The Drug War Chronicle’s lead story this week is an important one:
Drug Overdoses Deaths Are Going Through the Roof — Is Anybody Watching?
According to a little noticed January report from the Centers for Disease Control (CDC), drug overdoses killed more than 33,000 people in 2005, the last year for which firm data are available. That makes drug overdose the second leading cause of accidental death, behind only motor vehicle accidents (43,667) and ahead of firearms deaths (30,694).
What’s more disturbing is that the 2005 figures are only the latest in such a seemingly inexorable increase in overdose deaths that the eras of the 1970s heroin epidemic and the 1980s crack wave pale in comparison. According to the CDC, some 10,000 died of overdoses in 1990; by 1999, that number had hit 20,000; and in the six years between then and 2005, it increased by more than 60%.
Now let’s consider a couple of other relevant bits of information.
- Criminal laws and enforcement related to drug offenses have continued to increase, and there has been an explosion in prisoners doing time for drugs.
- The government tells us that there has been a strong decline in use of illicit drugs
If you took these facts and presented them to an intelligent friend who somehow had no knowledge of the drug war:
- Fewer users More arrested
- More dying from overdoses
… then your friend would probably say: “Your drug war sucks!”

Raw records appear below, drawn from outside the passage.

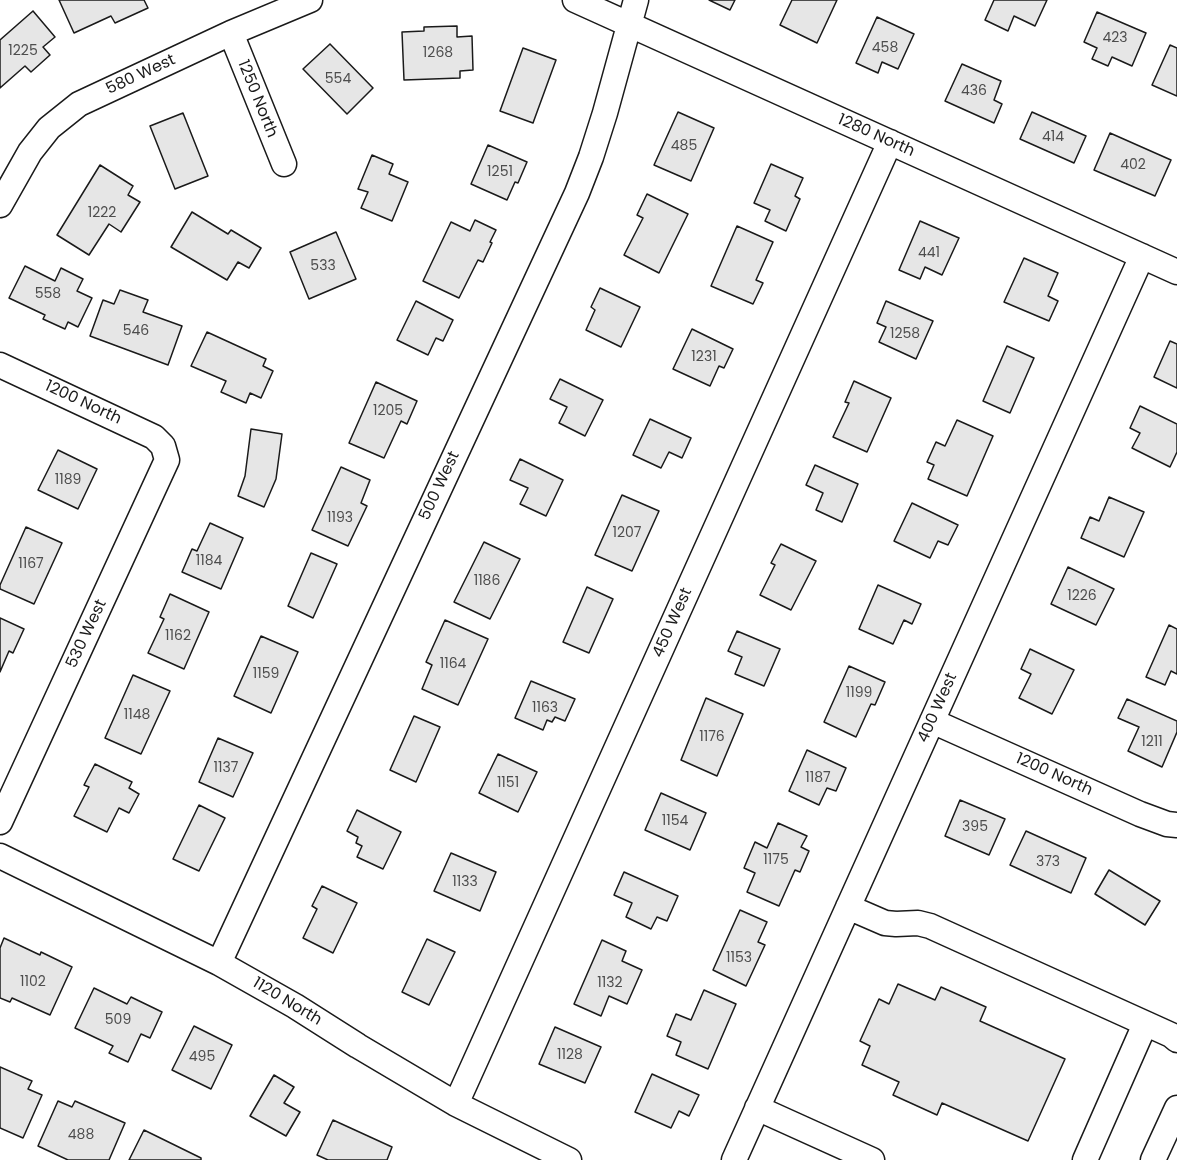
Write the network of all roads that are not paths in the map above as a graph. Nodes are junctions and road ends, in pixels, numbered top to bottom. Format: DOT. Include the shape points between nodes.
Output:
graph roads {
  1 [pos="310,0"];
  2 [pos="575,0"];
  3 [pos="636,0"];
  4 [pos="629,24"];
  5 [pos="231,33"];
  6 [pos="890,142"];
  7 [pos="284,164"];
  8 [pos="3,199"];
  9 [pos="1142,256"];
  10 [pos="1177,272"];
  11 [pos="0,365"];
  12 [pos="162,446"];
  13 [pos="932,721"];
  14 [pos="0,822"];
  15 [pos="1177,825"];
  16 [pos="0,855"];
  17 [pos="848,907"];
  18 [pos="219,963"];
  19 [pos="1145,1024"];
  20 [pos="1177,1040"];
  21 [pos="456,1104"];
  22 [pos="757,1108"];
  23 [pos="1177,1108"];
  24 [pos="569,1160"];
  25 [pos="734,1160"];
  26 [pos="872,1160"];
  27 [pos="1084,1160"];
  28 [pos="1154,1160"];
  1 -- 5 [label="street, 580 West"];
  2 -- 4 [label="street, 1280 North"];
  3 -- 4 [label="street, 500 West"];
  4 -- 6 [label="street, 1280 North"];
  4 -- 18 [label="street, 500 West" via="605,113 577,193"];
  5 -- 7 [label="street, 1250 North"];
  5 -- 8 [label="street, 580 West" via="79,104 49,128"];
  6 -- 9 [label="street, 1280 North"];
  6 -- 21 [label="street, 450 West"];
  9 -- 10 [label="street, 1280 North"];
  9 -- 13 [label="street, 400 West"];
  11 -- 12 [label="street, 1200 North" via="154,437"];
  12 -- 14 [label="street, 530 West" via="167,460"];
  13 -- 15 [label="street, 1200 North" via="1140,814"];
  13 -- 17 [label="street, 400 West"];
  16 -- 18 [label="street, 1120 North"];
  17 -- 19 [label="street" via="885,923 918,922 930,926"];
  17 -- 22 [label="street, 400 West"];
  18 -- 21 [label="street, 1120 North"];
  19 -- 20 [label="street"];
  19 -- 27 [label="street"];
  21 -- 24 [label="street, 1120 North"];
  22 -- 25 [label="street, 400 West"];
  22 -- 26 [label="street"];
  23 -- 28 [label="street"];
}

But, of course, we know that.
Everything about our drug war makes drugs more dangerous. We crack down on marijuana and cocaine and push people to other drugs that are more dangerous. We deny harm reduction techniques and people die. We make people afraid to get help and they die. We deny them critical information and they die. We use coerced treatment or incarceration to make people quit and when they’re released their bodies have an altered tolerance and they die.